Where the records below begin, start copying, and stop after the line that contains "Trace all roads"; reproduce every line exactly but omit pictures.
--- DATA SHOWN Enclosed Below ---
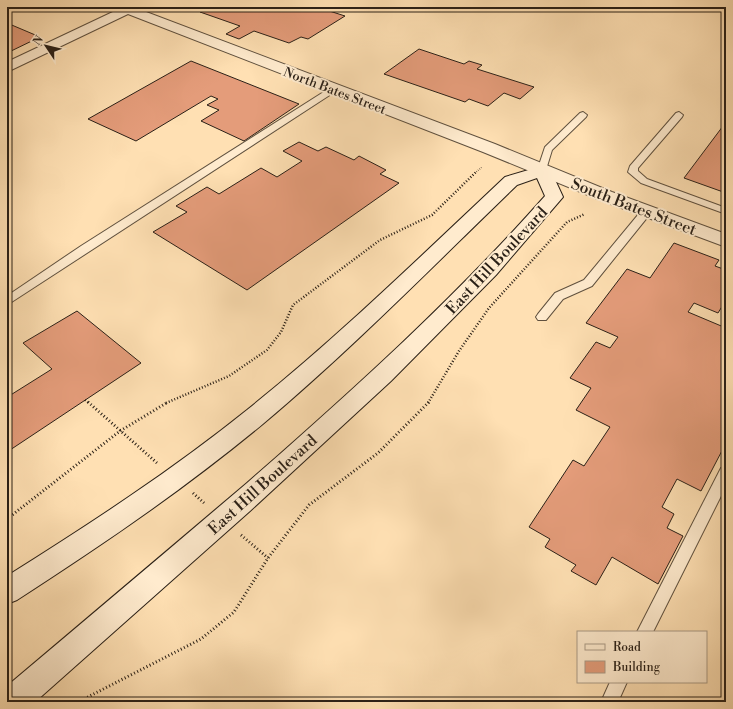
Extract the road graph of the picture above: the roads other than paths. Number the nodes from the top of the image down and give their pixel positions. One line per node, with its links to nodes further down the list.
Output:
1 (124, 8): 2 (street); 3 (street, North Bates Street)
2 (7, 68)
3 (333, 90): 6 (street, North Bates Street); 10 (lane)
4 (583, 115): 6 (lane)
5 (679, 115): 7 (lane)
6 (542, 170): 8 (street, South Bates Street); 13 (street); 16 (street, East Hill Boulevard)
7 (726, 211)
8 (646, 212): 9 (street, South Bates Street); 11 (lane)
9 (726, 241)
10 (7, 301)
11 (542, 317)
12 (726, 472): 14 (lane)
13 (7, 591)
14 (646, 631)
15 (618, 683): 17 (lane)
16 (12, 702)
17 (609, 702)

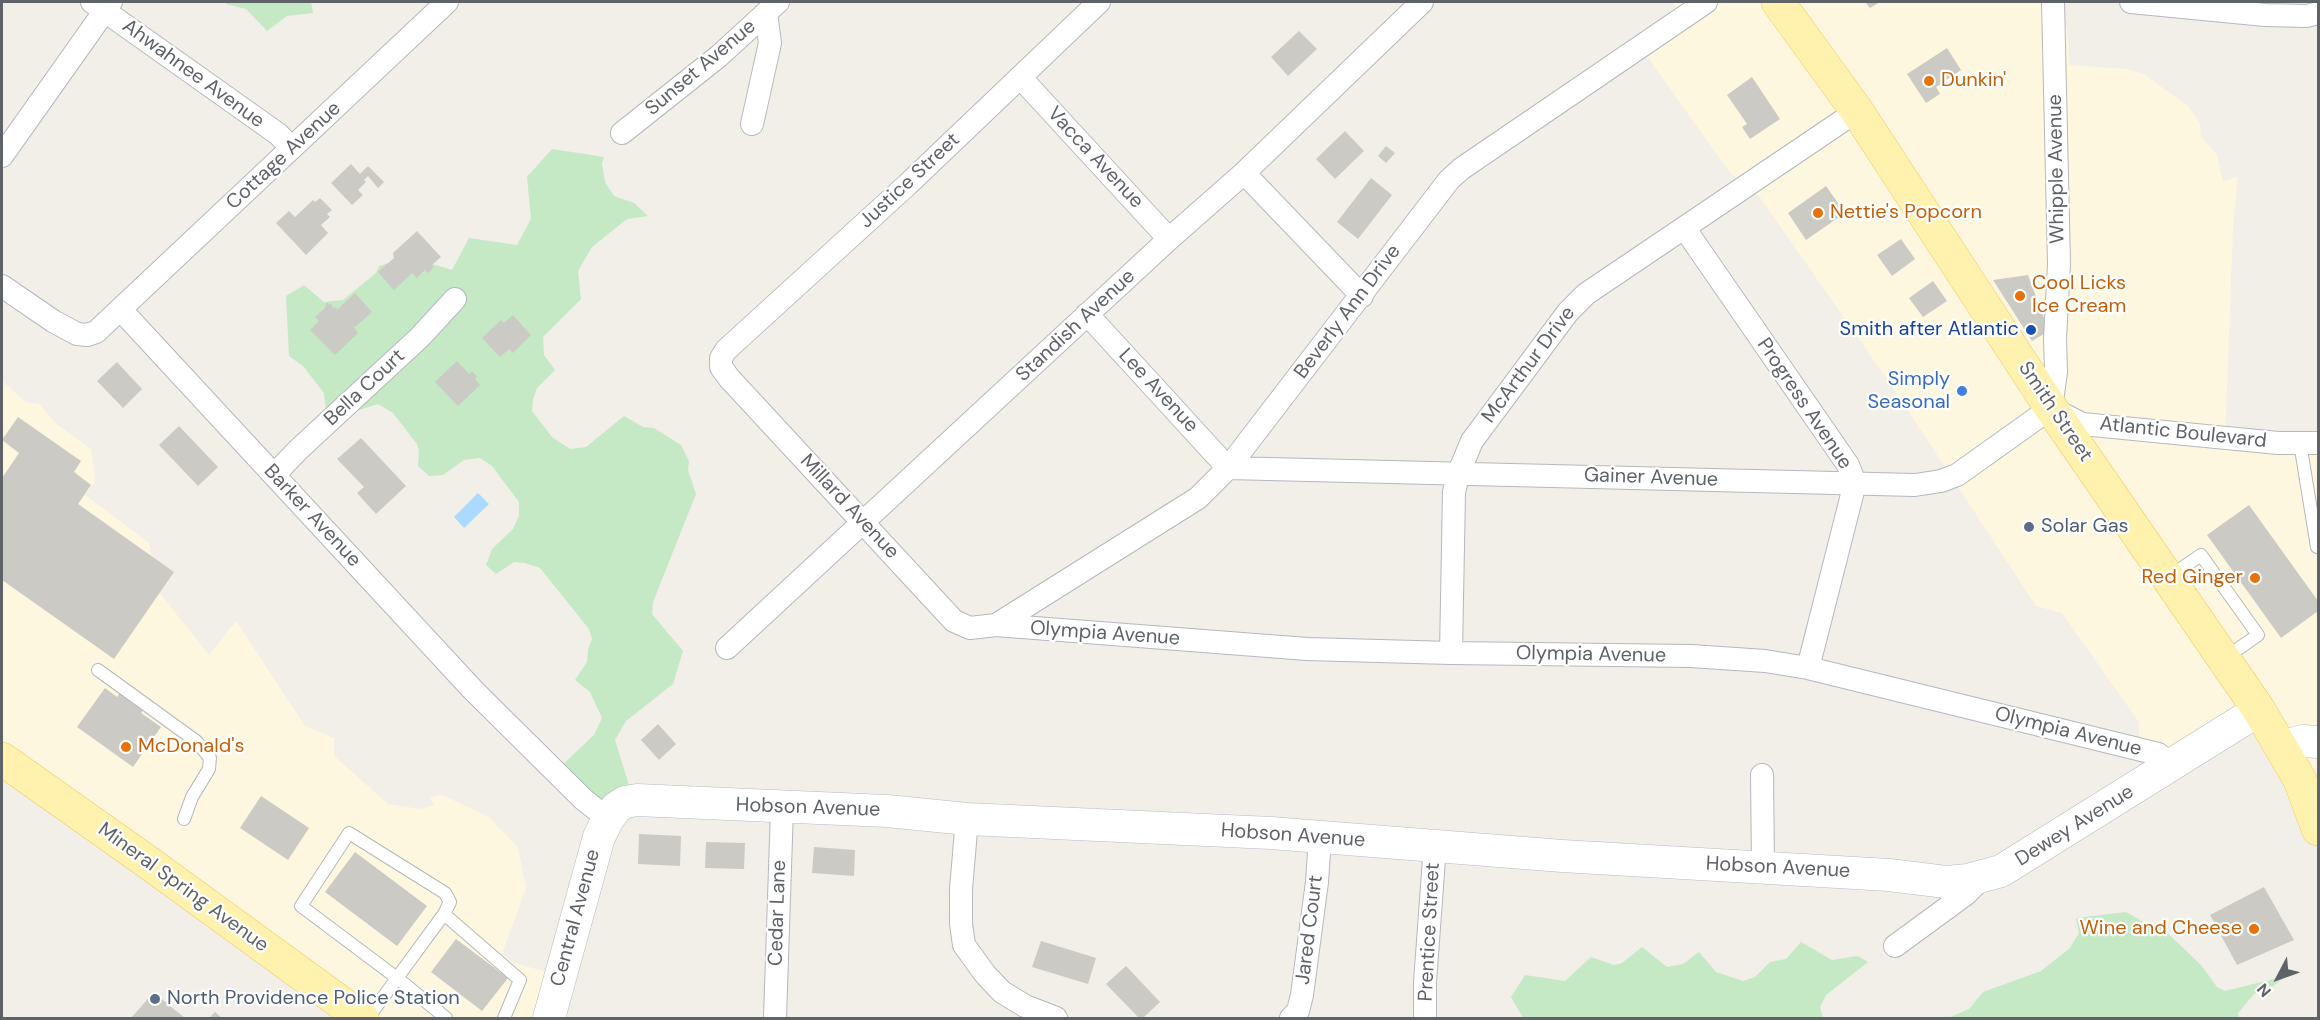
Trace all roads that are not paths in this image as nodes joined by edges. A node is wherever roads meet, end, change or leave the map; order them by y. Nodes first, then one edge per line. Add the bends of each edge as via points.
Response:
1 (447, 2) edge
2 (1099, 2) edge
3 (1422, 2) edge
4 (1706, 2) edge
5 (1778, 2) edge
6 (2054, 2) edge
7 (2131, 2) edge
8 (103, 4) edge
9 (772, 7) edge
10 (2319, 13) edge
11 (1020, 77) junction
12 (1857, 111) junction
13 (752, 124) dead end
14 (622, 133) dead end
15 (292, 148) junction
16 (2, 156) edge
17 (1244, 173) junction
18 (1685, 229) junction
19 (1169, 239) junction
20 (2, 286) edge
21 (1362, 297) junction
22 (455, 299) dead end
23 (121, 310) junction
24 (1087, 314) junction
25 (721, 358) joint
26 (2051, 408) junction
27 (2309, 443) edge
28 (1228, 468) junction
29 (1459, 472) junction
30 (274, 476) junction
31 (1855, 483) junction
32 (864, 523) junction
33 (2317, 547) edge
34 (996, 625) junction
35 (727, 648) dead end
36 (1451, 653) junction
37 (1808, 668) junction
38 (98, 670) dead end
39 (2259, 710) junction
40 (2319, 742) edge
41 (2282, 747) junction
42 (2, 759) edge
43 (2172, 765) junction
44 (1762, 775) dead end
45 (782, 808) junction
46 (184, 819) dead end
47 (608, 819) junction
48 (967, 819) junction
49 (2319, 829) edge
50 (1320, 837) junction
51 (1435, 845) junction
52 (1763, 867) junction
53 (1984, 876) junction
54 (444, 914) junction
55 (1895, 946) dead end
56 (398, 978) junction
57 (354, 1016) edge
58 (446, 1018) edge
59 (504, 1018) edge
60 (549, 1018) edge
61 (775, 1018) edge
62 (1056, 1018) edge
63 (1291, 1018) edge
64 (1425, 1018) edge

1 - 15 street, Cottage Avenue
2 - 11 street, Justice Street
3 - 17 street, Standish Avenue
4 - 21 street, Beverly Ann Drive via 1461,169 1434,198
5 - 12 main road, Smith Street
6 - 26 street, Whipple Avenue via 2059,264
7 - 10 street via 2265,15
8 - 15 street, Ahwahnee Avenue
8 - 16 street
9 - 13 street via 770,43
9 - 14 street, Sunset Avenue via 719,56
11 - 19 street, Vacca Avenue
11 - 25 street, Justice Street
12 - 18 street, McArthur Drive
12 - 26 main road, Smith Street
15 - 23 street, Cottage Avenue
17 - 19 street, Standish Avenue
17 - 21 street
18 - 29 street, McArthur Drive via 1577,302 1472,441
18 - 31 street, Progress Avenue via 1848,465
19 - 24 street, Standish Avenue
20 - 23 street via 77,334 96,332
21 - 28 street, Beverly Ann Drive
22 - 30 street, Bella Court
23 - 30 street, Barker Avenue
24 - 28 street, Lee Avenue
24 - 32 street, Standish Avenue
25 - 32 street, Millard Avenue via 721,367 729,378
26 - 27 street, Atlantic Boulevard via 2082,424
26 - 31 street, Gainer Avenue via 1957,475 1915,486
26 - 39 main road, Smith Street
27 - 33 lane
28 - 29 street, Gainer Avenue
28 - 34 street, Beverly Ann Drive via 1198,498
29 - 31 street, Gainer Avenue
29 - 36 street, McArthur Drive via 1454,492
30 - 47 street, Barker Avenue via 473,690
31 - 37 street, Progress Avenue
32 - 34 street, Millard Avenue via 954,621 970,628
32 - 35 street, Standish Avenue
34 - 36 street, Olympia Avenue via 1306,649
36 - 37 street, Olympia Avenue via 1691,656
37 - 43 street, Olympia Avenue via 2158,754
38 - 46 lane via 196,741 210,759 209,769
39 - 41 main road, Smith Street
39 - 43 street, Dewey Avenue
40 - 41 street via 2303,741
41 - 49 main road, Smith Street
42 - 57 main road, Mineral Spring Avenue
43 - 53 street, Dewey Avenue via 2001,871
44 - 52 street
45 - 47 street, Hobson Avenue via 637,800 624,802
45 - 48 street, Hobson Avenue via 887,811
45 - 61 street, Cedar Lane
47 - 60 street, Central Avenue via 591,862
48 - 50 street, Hobson Avenue
48 - 62 street via 961,890 964,945 1002,992
50 - 51 street, Hobson Avenue
50 - 63 street, Jared Court via 1306,975 1298,1011
51 - 52 street, Hobson Avenue
51 - 64 street, Prentice Street
52 - 53 street, Hobson Avenue via 1889,874 1947,882
53 - 55 street, Dewey Avenue via 1966,894
54 - 56 lane
54 - 56 lane via 450,902 445,893 349,833 301,906
54 - 59 lane via 520,980
56 - 57 lane
56 - 58 lane

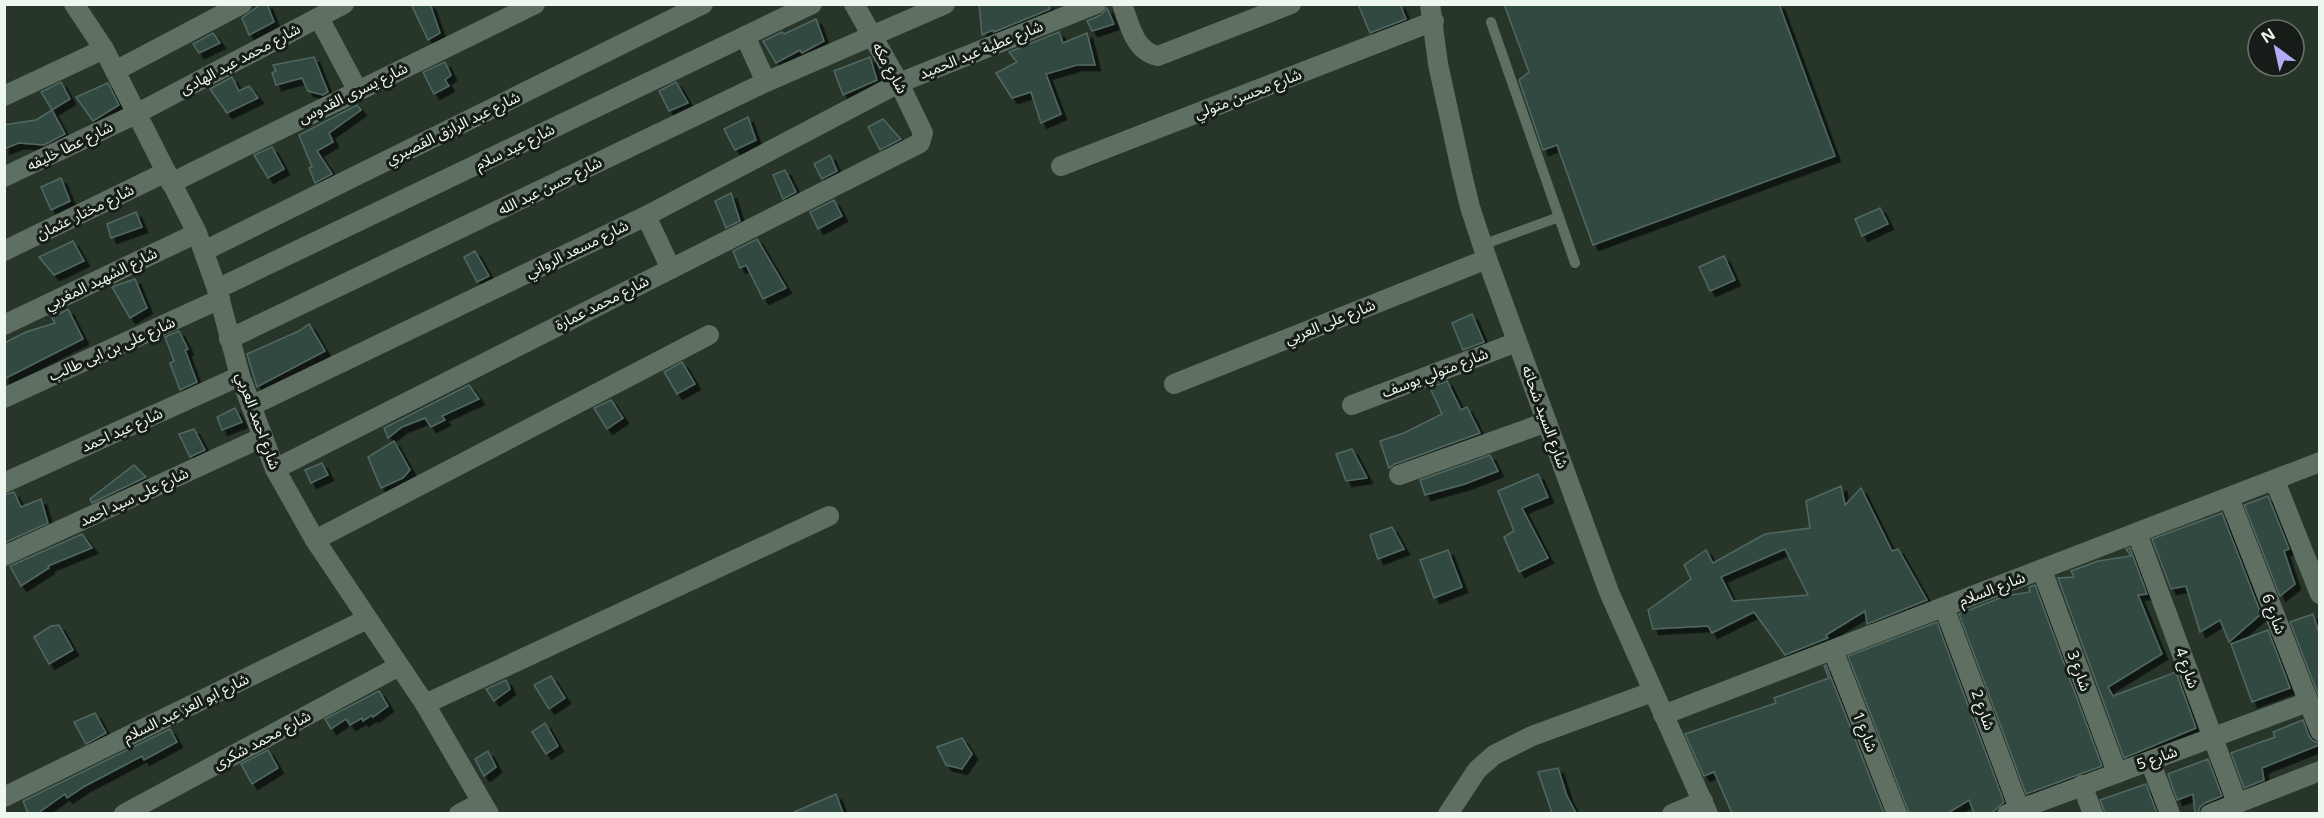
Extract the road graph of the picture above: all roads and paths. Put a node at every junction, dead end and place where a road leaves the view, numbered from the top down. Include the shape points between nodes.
1 (242, 4) edge
2 (344, 4) edge
3 (535, 4) edge
4 (703, 4) edge
5 (812, 4) edge
6 (854, 4) edge
7 (945, 4) edge
8 (1096, 4) edge
9 (1122, 4) edge
10 (1291, 4) edge
11 (75, 5) edge
12 (1432, 13) edge
13 (319, 18) junction
14 (1491, 22) dead end
15 (872, 35) junction
16 (745, 36) junction
17 (104, 49) junction
18 (115, 71) junction
19 (766, 82) junction
20 (899, 83) junction
21 (358, 91) junction
22 (4, 96) edge
23 (136, 114) junction
24 (923, 133) joint
25 (1061, 166) dead end
26 (4, 177) edge
27 (169, 177) junction
28 (646, 216) junction
29 (1559, 217) junction
30 (200, 242) junction
31 (4, 251) edge
32 (1485, 252) junction
33 (1575, 263) dead end
34 (670, 269) junction
35 (219, 294) junction
36 (4, 325) edge
37 (709, 335) dead end
38 (229, 339) junction
39 (1517, 342) junction
40 (240, 376) junction
41 (1174, 384) dead end
42 (4, 398) edge
43 (1352, 405) dead end
44 (251, 406) junction
45 (1547, 422) junction
46 (263, 437) junction
47 (2319, 462) edge
48 (275, 469) junction
49 (1399, 475) dead end
50 (2275, 481) junction
51 (4, 483) edge
52 (2229, 498) junction
53 (829, 516) dead end
54 (2138, 533) junction
55 (315, 540) junction
56 (4, 556) edge
57 (2042, 570) junction
58 (2319, 594) edge
59 (1944, 607) junction
60 (367, 619) junction
61 (1833, 650) junction
62 (399, 666) junction
63 (1652, 692) junction
64 (2308, 702) junction
65 (425, 704) junction
66 (1663, 715) junction
67 (2319, 731) edge
68 (2213, 737) junction
69 (2150, 760) junction
70 (2319, 771) edge
71 (2117, 773) junction
72 (2082, 785) junction
73 (4, 797) edge
74 (2237, 803) junction
75 (1706, 807) edge
76 (485, 808) edge
77 (2016, 812) edge
78 (124, 813) edge
79 (459, 813) edge
80 (1448, 813) edge
81 (1672, 813) edge
82 (1897, 813) edge
83 (2093, 813) edge
84 (2170, 813) edge
85 (2210, 813) edge

1 - 18 street
2 - 13 street, شارع محمد عبد الهادى
3 - 21 street, شارع يسرى القدوس
4 - 30 street, شارع عبد الرازق القصيري
5 - 16 street, شارع عيد سلام
6 - 15 street, شارع مكه
7 - 15 street, شارع حسن عبد الله
8 - 20 street, شارع عطية عبد الحميد
9 - 10 street via 1139,46 1147,54 1158,56
11 - 17 street, شارع احمد العربي
12 - 25 street, شارع محسن متولي
12 - 32 street, شارع السيد شحاته via 1438,64 1470,207
13 - 21 street
13 - 23 street, شارع محمد عبد الهادى
14 - 29 lane
15 - 19 street, شارع حسن عبد الله
15 - 20 street, شارع مكه
16 - 19 street
16 - 35 street, شارع عيد سلام
17 - 18 street, شارع احمد العربي
17 - 22 street
18 - 23 street, شارع احمد العربي
19 - 38 street, شارع حسن عبد الله
20 - 24 street, شارع مكه
20 - 28 street, شارع مسعد الرواني
21 - 27 street, شارع يسرى القدوس
23 - 26 street, شارع عطا خليفه
23 - 27 street, شارع احمد العربي
24 - 34 street, شارع محمد عمارة via 920,143
27 - 30 street, شارع احمد العربي
27 - 31 street, شارع مختار عثمان
28 - 34 street
28 - 44 street, شارع مسعد الرواني
29 - 32 lane
29 - 33 lane
30 - 35 street, شارع احمد العربي
30 - 36 street, شارع الشهيد المغربي
32 - 39 street, شارع السيد شحاته
32 - 41 street, شارع على العربي
34 - 48 street, شارع محمد عمارة
35 - 38 street, شارع احمد العربي
35 - 42 street, شارع على بن ابى طالب
37 - 55 street
38 - 40 street, شارع احمد العربي
39 - 43 street, شارع متولي يوسف
39 - 45 street, شارع السيد شحاته
40 - 44 street, شارع احمد العربي
40 - 51 street, شارع عيد احمد
44 - 46 street, شارع احمد العربي
45 - 49 street
45 - 63 street, شارع السيد شحاته via 1609,592
46 - 48 street, شارع احمد العربي
46 - 56 street, شارع على سيد احمد
47 - 50 street, شارع السلام
48 - 55 street, شارع احمد العربي
50 - 52 street, شارع السلام
50 - 58 street
52 - 54 street, شارع السلام
52 - 64 street, شارع 6
53 - 65 street
54 - 57 street, شارع السلام
54 - 68 street, شارع 4
55 - 60 street, شارع احمد العربي
57 - 59 street, شارع السلام
57 - 71 street, شارع 3
59 - 61 street, شارع السلام
59 - 77 street, شارع 2
60 - 62 street, شارع احمد العربي
60 - 73 street, شارع ابو العز عبد السلام
61 - 66 street, شارع السلام
61 - 82 street, شارع 1
62 - 65 street, شارع احمد العربي
62 - 78 street, شارع محمد شكرى
63 - 66 street, شارع السيد شحاته
63 - 80 street via 1532,736 1494,755 1477,770
64 - 67 street, شارع 6
64 - 68 street, شارع 5
65 - 76 street, شارع احمد العربي
66 - 75 street, شارع السيد شحاته
68 - 69 street, شارع 5
68 - 74 street, شارع 4
69 - 71 street, شارع 5
69 - 84 street
70 - 74 street
71 - 72 street, شارع 5
72 - 77 street, شارع 5
72 - 83 street
74 - 85 street
75 - 81 street
76 - 79 street

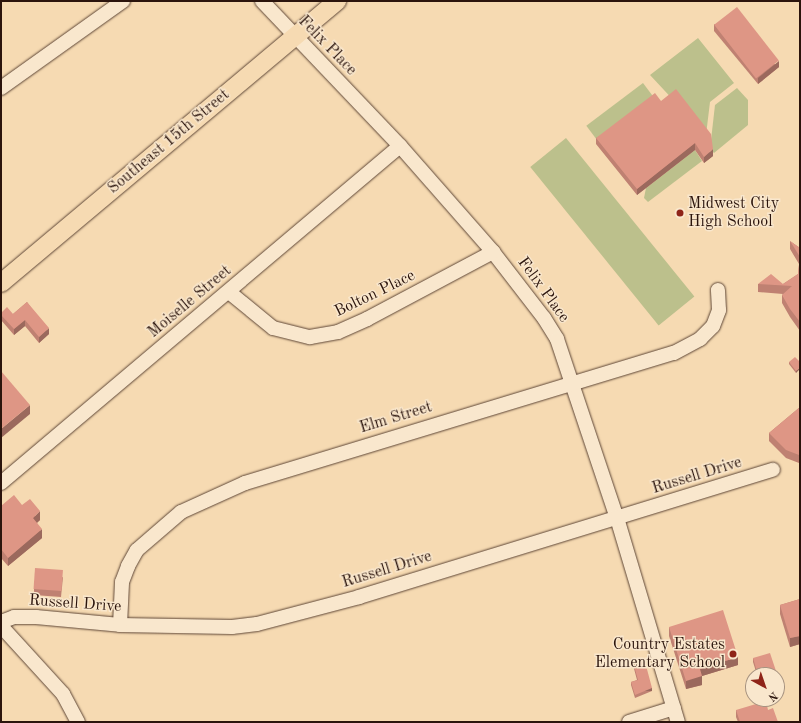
--- End of Enclosed DATA SHOWN ---
* _OUTPUT FOR THIS EXERCISE_:
Extract the road graph of the picture above: the roads other than paths. Number the nodes from the top of the image down and give their pixel positions. One line per node, with its links to nodes further down the list.
Output:
1 (124, 8): 2 (street); 3 (street, North Bates Street)
2 (7, 68)
3 (333, 90): 6 (street, North Bates Street); 10 (lane)
4 (583, 115): 6 (lane)
5 (679, 115): 7 (lane)
6 (542, 170): 8 (street, South Bates Street); 13 (street); 16 (street, East Hill Boulevard)
7 (726, 211)
8 (646, 212): 9 (street, South Bates Street); 11 (lane)
9 (726, 241)
10 (7, 301)
11 (542, 317)
12 (726, 472): 14 (lane)
13 (7, 591)
14 (646, 631)
15 (618, 683): 17 (lane)
16 (12, 702)
17 (609, 702)

Trace all roads that are not paths in this image as nodes joined by edges. A node is wherever roads meet, end, change or leave the map; order them by y. Nodes first, then one edge per line. Add the bends of each edge as via points.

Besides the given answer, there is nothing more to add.